AI-automated Redaction Could Save Self-driving Cars from a Privacy Nightmare

Sina Youn

Privacy Tech Lead

SUMMARY

As autonomous vehicles (AV) become more prevalent, the amount of data generated by self-driving cars is increasing exponentially. This data includes images and videos captured by the car's sensors, which can contain sensitive personal information such as faces or license plates.

Although the number and type of sensors vary depending on the system, most self-driving cars rely on a similar set of technologies. Light detection and ranging (LIDAR) allows vehicles to quickly and accurately calculate distances to objects, radio detection and ranging (radar) helps cars understand object angles, ranges, and velocities, sound navigation and ranging (sonar) is used to detect and communicate with objects, and cameras allow vehicles to see and interpret the environment around them.

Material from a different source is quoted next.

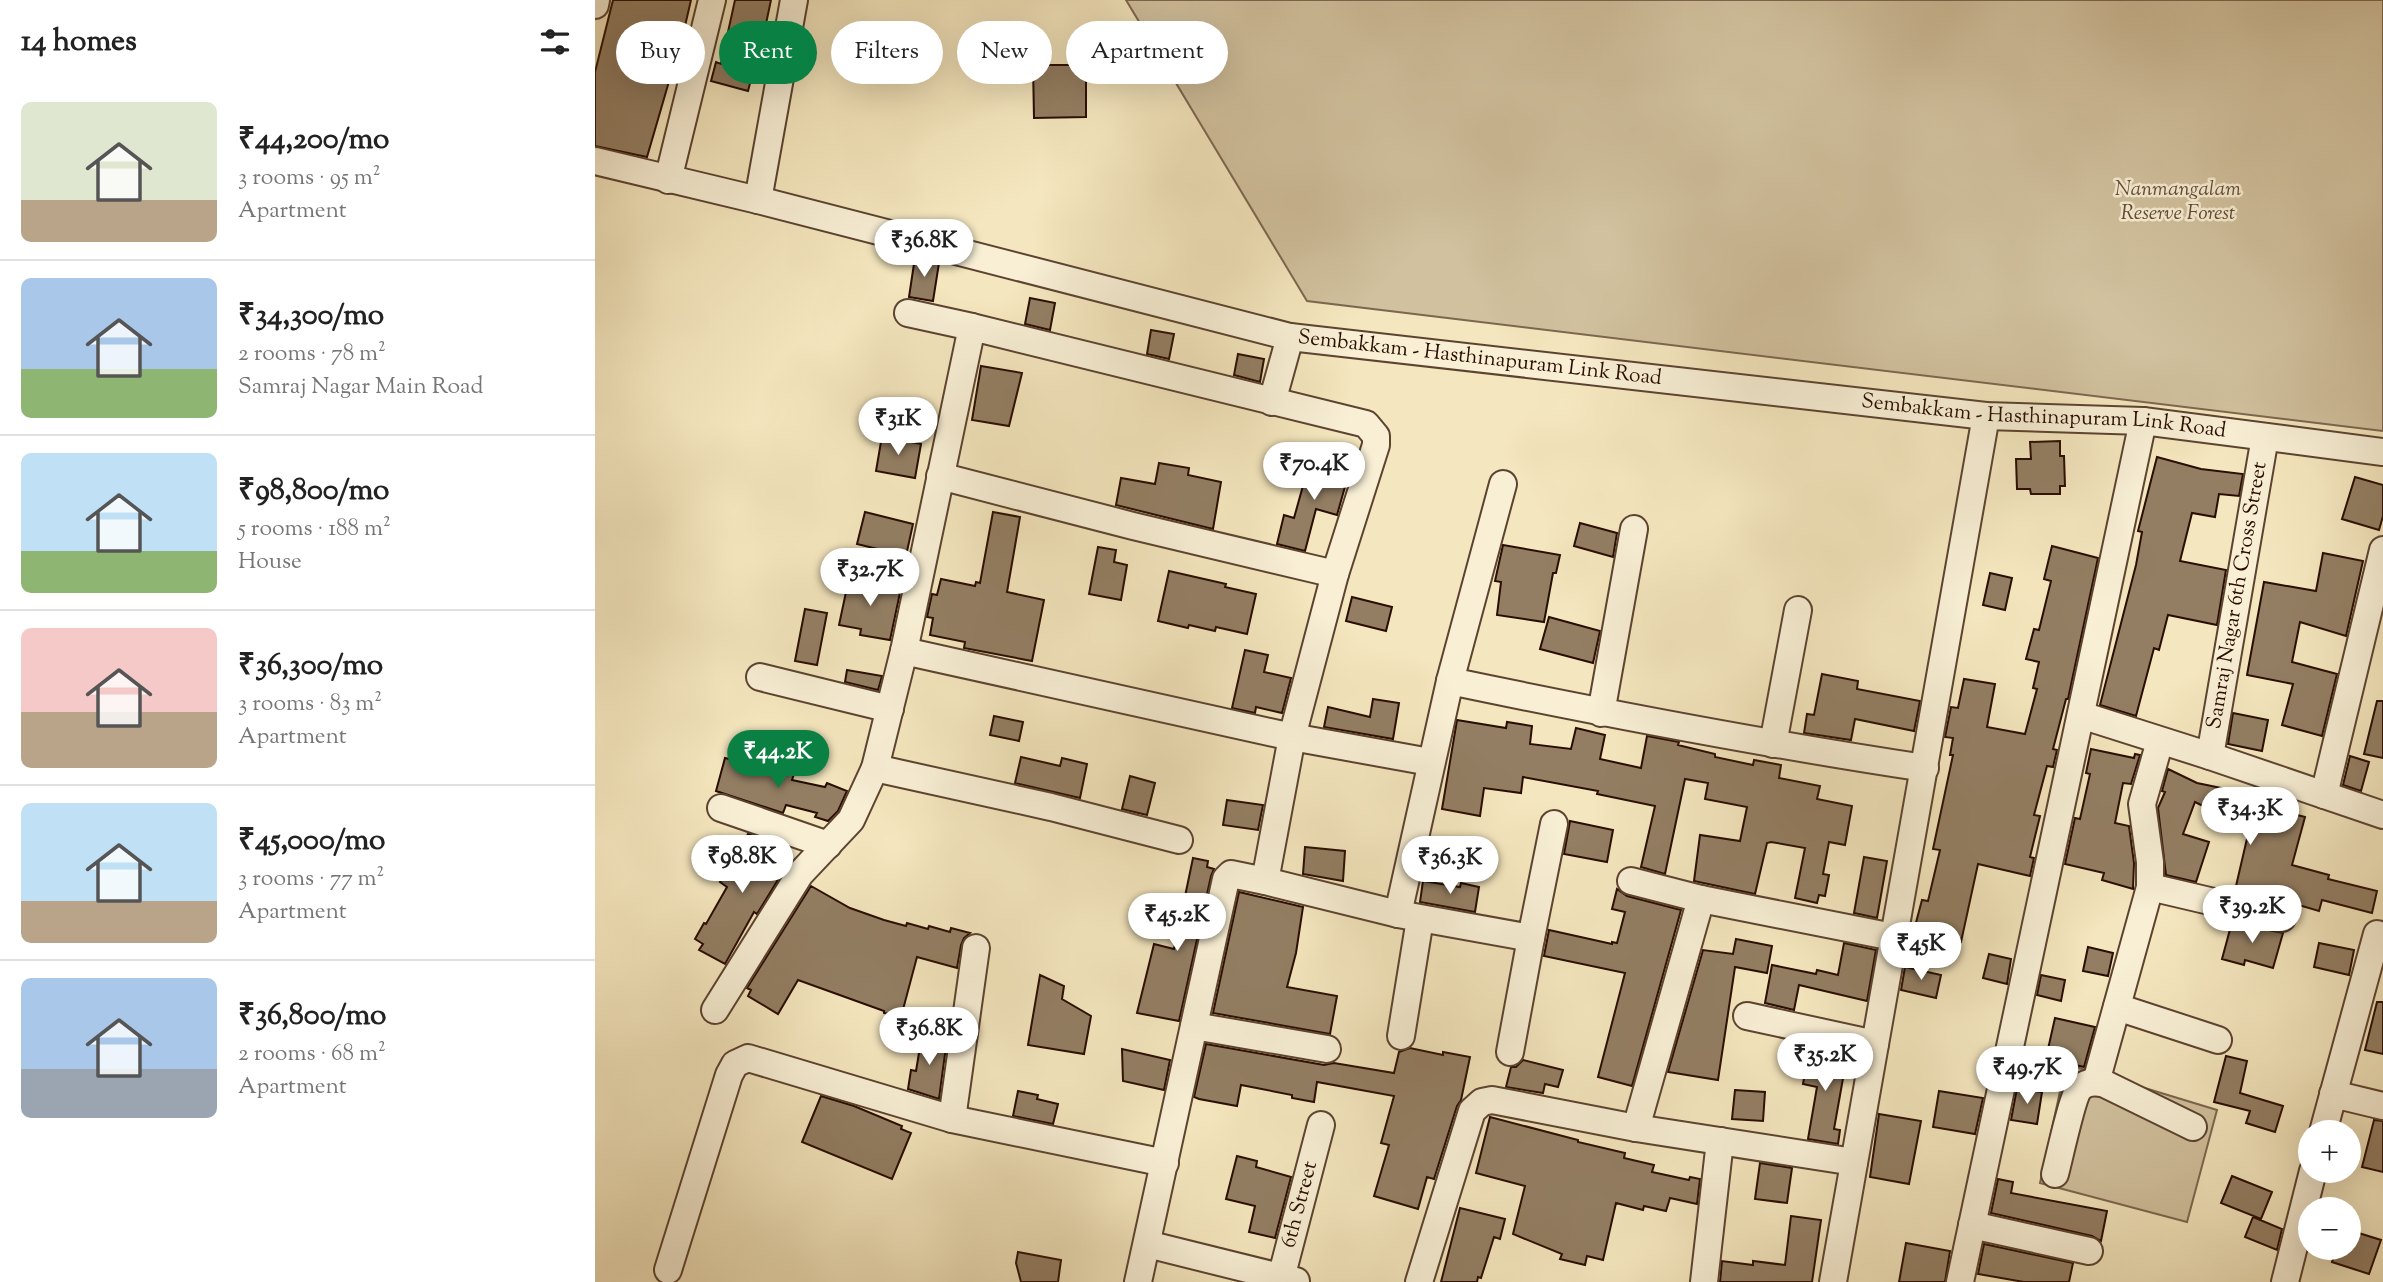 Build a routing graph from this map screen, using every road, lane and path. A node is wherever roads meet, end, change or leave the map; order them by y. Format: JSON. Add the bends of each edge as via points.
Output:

This list isn’t exhaustive, the autonomous vehicle sensor ecosystem includes a wide variety of technologies. Many of these sensors generate data that must be captured, processed, transmitted, and stored, with images and videos being one of the largest and most important data types. A 30 frame per second video recording can create anywhere from 1.5GB per hour for 720p to 42GB for 4K. And self-driving cars have a lot of cameras. For example, Tesla’s Autopilot utilizes 8 cameras while GM’s self-driving Cruise cars have 14.

Artificial intelligence can be used to automatically redact sensitive information from visual data. There are many different ways to approach this problem, but one effective method is to use a deep learning neural network. This type of artificial intelligence can be trained to automatically detect and blur faces, license plates, and other sensitive information in images and videos.

This approach has the advantage of being completely automated, meaning that it can be quickly applied to large datasets with minimal effort. Additionally, deep learning neural networks improve as they are exposed to more data, making them more accurate over time. While automated redaction of sensitive information from visual data is not always perfect, it is a powerful tool that can help protect the privacy of individuals captured by self-driving cars.

Self-driving systems have an insatiable thirst for data

Self-driving cars need to be able to handle anything that a human driver might encounter. Data collection is essential for autonomous vehicles to learn how to handle edge cases, which are rare or unusual scenarios that fall outside of normal operating conditions for a system. Rare edge cases such as a child darting into the street or an animal crossing the road can be difficult to predict, but self-driving cars need to be able to handle them.

Training systems to effectively respond to edge cases requires that companies pursuing self-driving technology collect as much data, in as wide a variety of scenarios, as possible. There are a few ways companies can collect data to train self-driving cars. The first is to do it themselves. Companies like Waymo, Uber, and Cruise have all been working on their own self-driving technologies for years and have amassed large amounts of data that they can use to train their systems. These companies often use their own self-driving vehicles to collect data in the real world, which can be expensive and time-consuming.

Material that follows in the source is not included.